Suppose $(B_s)_{s\gt 0}$ is a standard Brownian motion, $(\mathbb F_t)_{t\gt 0}$ a canonical filtration associated with the BM, and define $$A_t:=\int_0^t e^{B_s}ds$$
Now intuitively $A_t-A_k, t\gt k$ should be independent of $\mathbb F_k$, since the integral is a limit of sums which depend only on the increments of BM, and these are all independent of $\mathbb F_k$, so the integral should be also. How can you prove this rigorously?
It's not true that the integral $\int_k^t e^{B_s} \, ds$ depends only on increments of $(B_t)_{t \geq k}$; note that the Riemann sums are of the form
$$\sum_j e^{B_{t_j}} (t_j-t_{j-1})$$
and the random variables $e^{B_{t_j}}$, $t_j \geq k$, are not independent from $\mathbb{F}_k$.

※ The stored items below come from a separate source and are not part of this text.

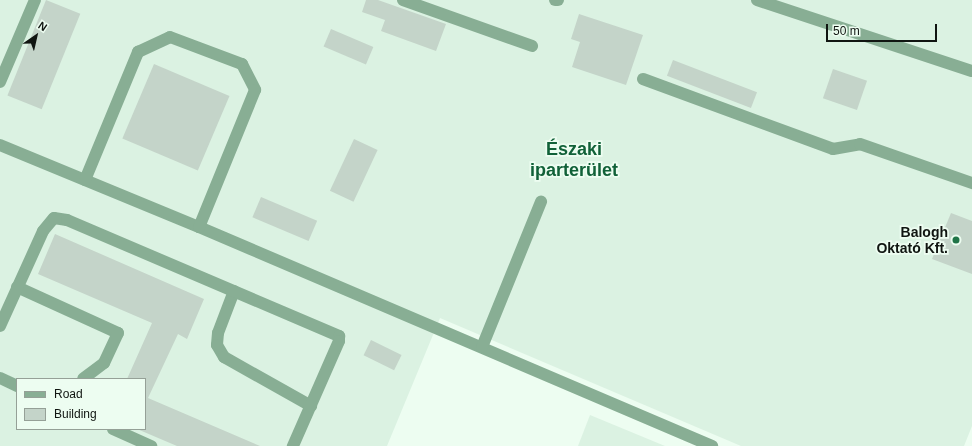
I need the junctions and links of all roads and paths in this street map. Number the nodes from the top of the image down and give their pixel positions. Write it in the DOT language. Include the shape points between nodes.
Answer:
graph roads {
  1 [pos="35,0"];
  2 [pos="403,0"];
  3 [pos="757,0"];
  4 [pos="532,46"];
  5 [pos="972,71"];
  6 [pos="643,79"];
  7 [pos="0,82"];
  8 [pos="0,145"];
  9 [pos="85,180"];
  10 [pos="972,184"];
  11 [pos="541,202"];
  12 [pos="199,227"];
  13 [pos="17,287"];
  14 [pos="234,291"];
  15 [pos="0,326"];
  16 [pos="482,348"];
  17 [pos="0,378"];
  18 [pos="84,378"];
  19 [pos="16,386"];
  20 [pos="311,406"];
  21 [pos="115,430"];
  22 [pos="151,446"];
  23 [pos="293,446"];
  24 [pos="712,446"];
  1 -- 7 [label="lane"];
  2 -- 4 [label="lane"];
  3 -- 5 [label="lane"];
  6 -- 10 [label="lane" via="833,149 860,144"];
  8 -- 9 [label="lane"];
  9 -- 12 [label="lane"];
  9 -- 12 [label="lane" via="138,52 170,37 242,64 255,90"];
  11 -- 16 [label="lane"];
  12 -- 16 [label="lane"];
  13 -- 14 [label="lane" via="43,231 54,218 67,220"];
  13 -- 15 [label="lane"];
  13 -- 18 [label="lane" via="118,333 104,363"];
  14 -- 20 [label="lane" via="218,333 217,345 224,357"];
  14 -- 20 [label="lane" via="338,336"];
  16 -- 24 [label="lane"];
  17 -- 19 [label="lane"];
  20 -- 23 [label="lane"];
  21 -- 22 [label="lane"];
}
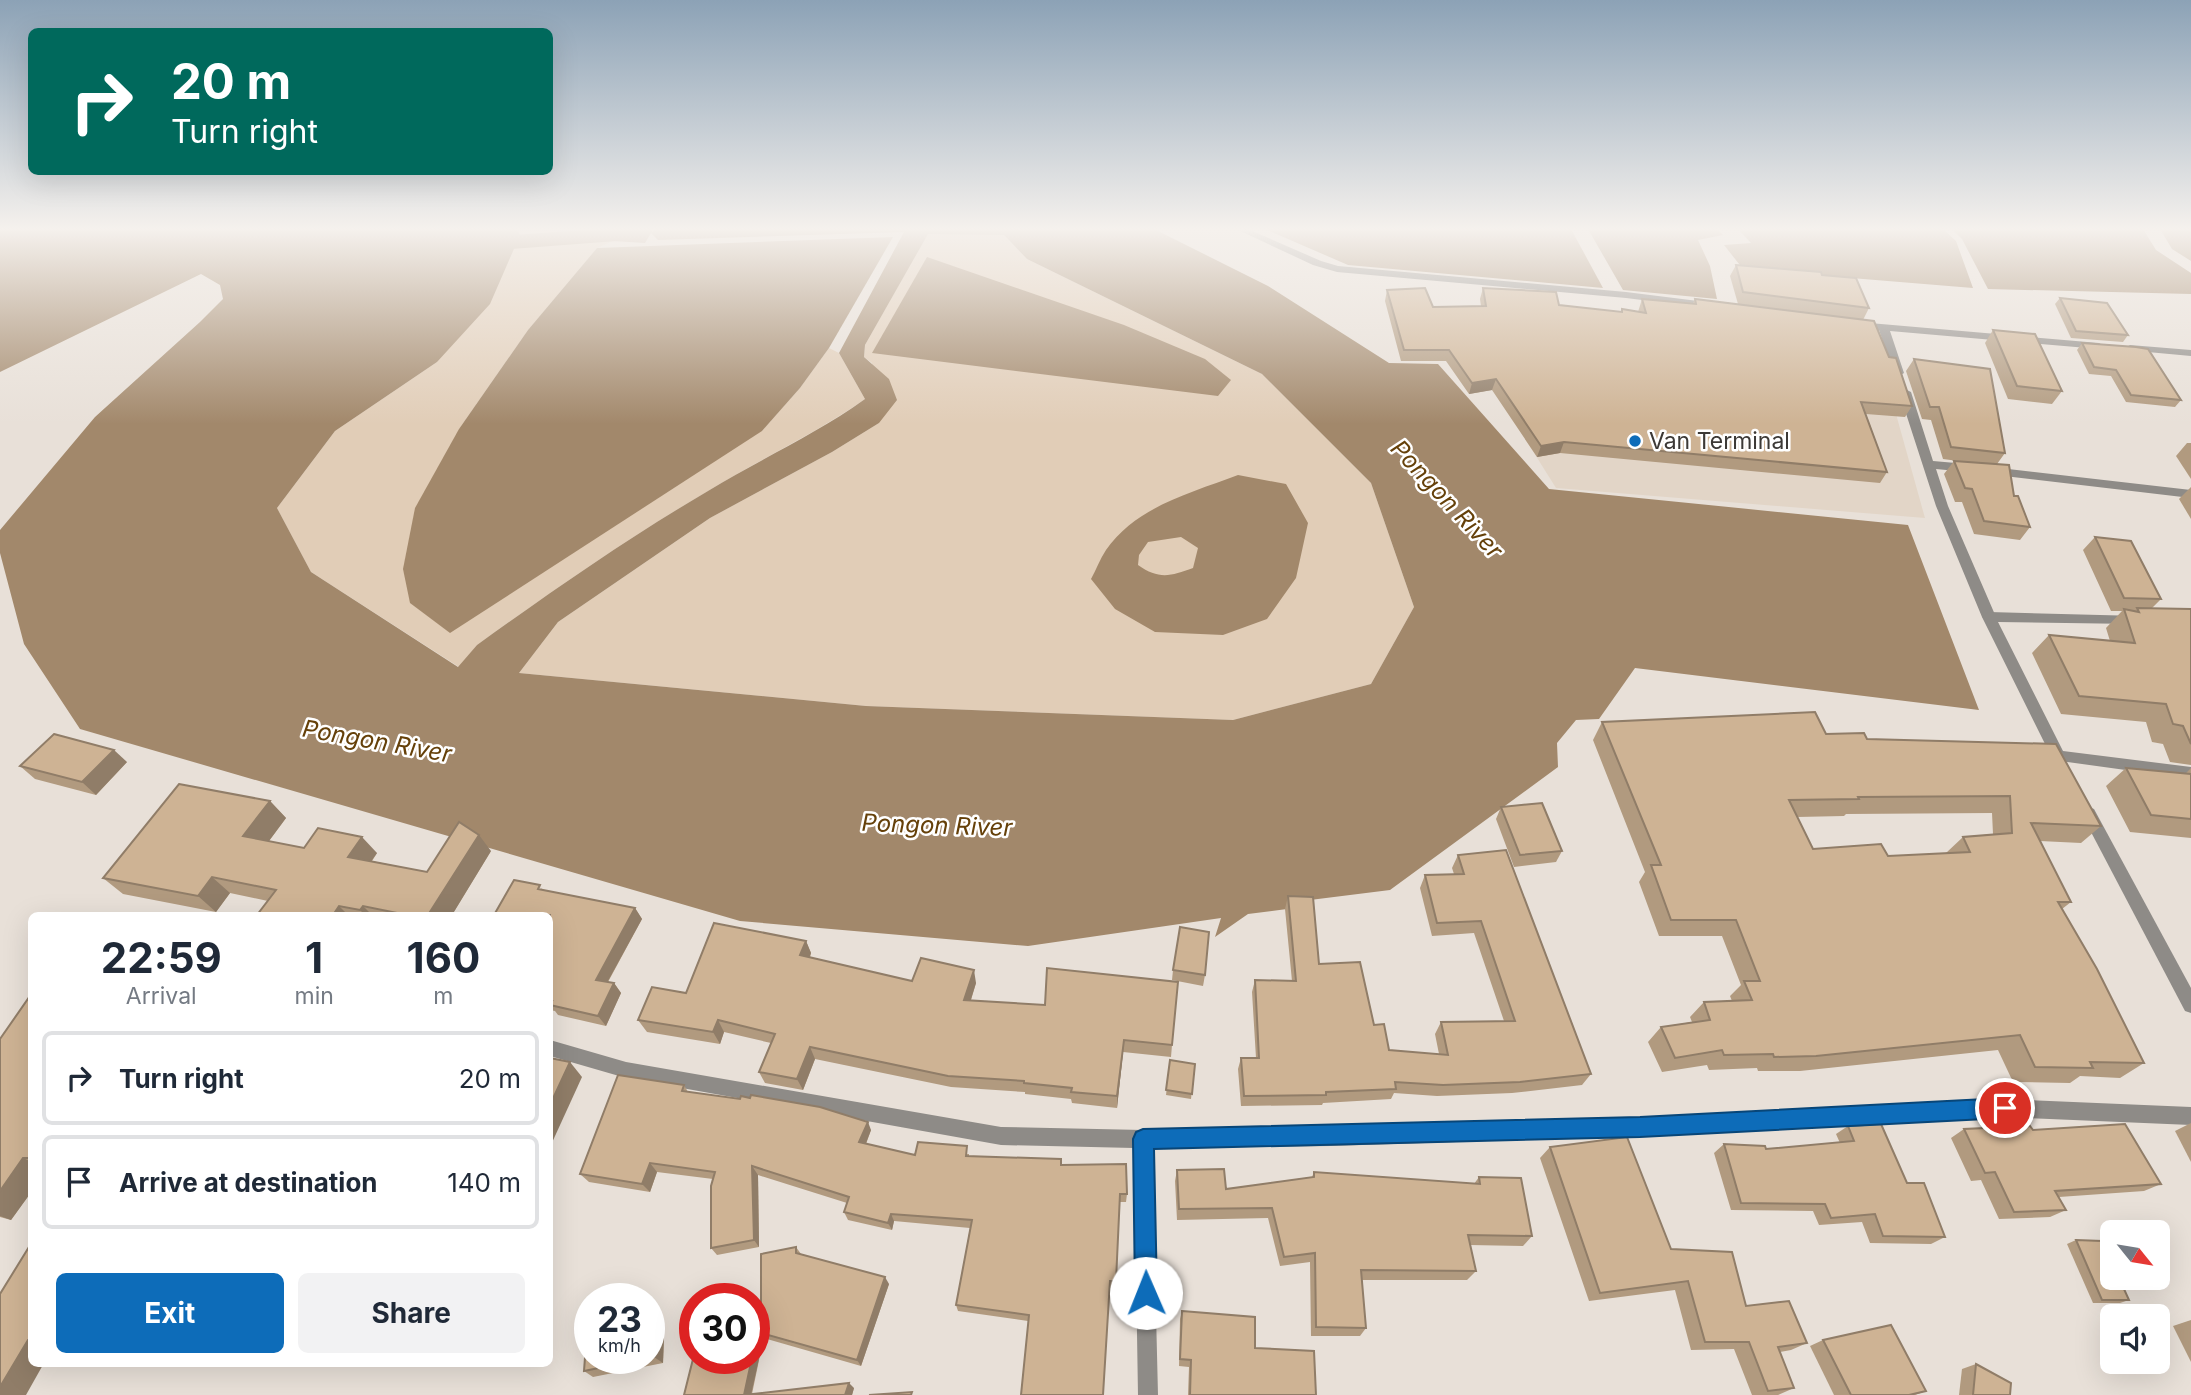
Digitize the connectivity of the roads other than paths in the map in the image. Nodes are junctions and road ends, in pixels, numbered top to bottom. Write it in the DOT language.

In fact, $A_t-A_k$ is not independent of $\mathbb{F}_k$. Recall that
$$\mathbb{E}e^{\xi B_t} = \exp \left( \frac{1}{2} \xi^2 t \right) \tag{1}$$
for all $\xi \in \mathbb{R}$ and $t \geq 0$. To prove that $A_t-A_k$ and $\mathbb{F}_k$ are not independent, we are going to show that
$$\mathbb{E}(e^{-B_k}) \mathbb{E} \left( \int_k^t e^{B_s} \, ds \right) \neq \mathbb{E} \left( e^{-B_k} \int_k^t e^{B_s} \, ds \right). \tag{2}$$
Using $(1)$ and Tonelli's theorem, we find that the left-hand side of $(2)$ equals
$$e^{k/2} \int_k^t e^{s/2} \, ds = 2e^{k/2} (e^{t/2}-e^{k/2}). \tag{3}$$
On the other hand, the right-hand side of $(1)$ equals by the stationarity of the increments
$$\int_k^t \mathbb{E}(e^{B_s-B_k}) \, ds = \int_k^t \mathbb{E}(e^{B_{s-k}}) \, ds = \int_k^t e^{(s-k)/2} \, ds = 2 e^{-k/2} (e^{t/2}-e^{k/2}). \tag{4}$$
As $(3) \neq (4)$, this proves $(2)$.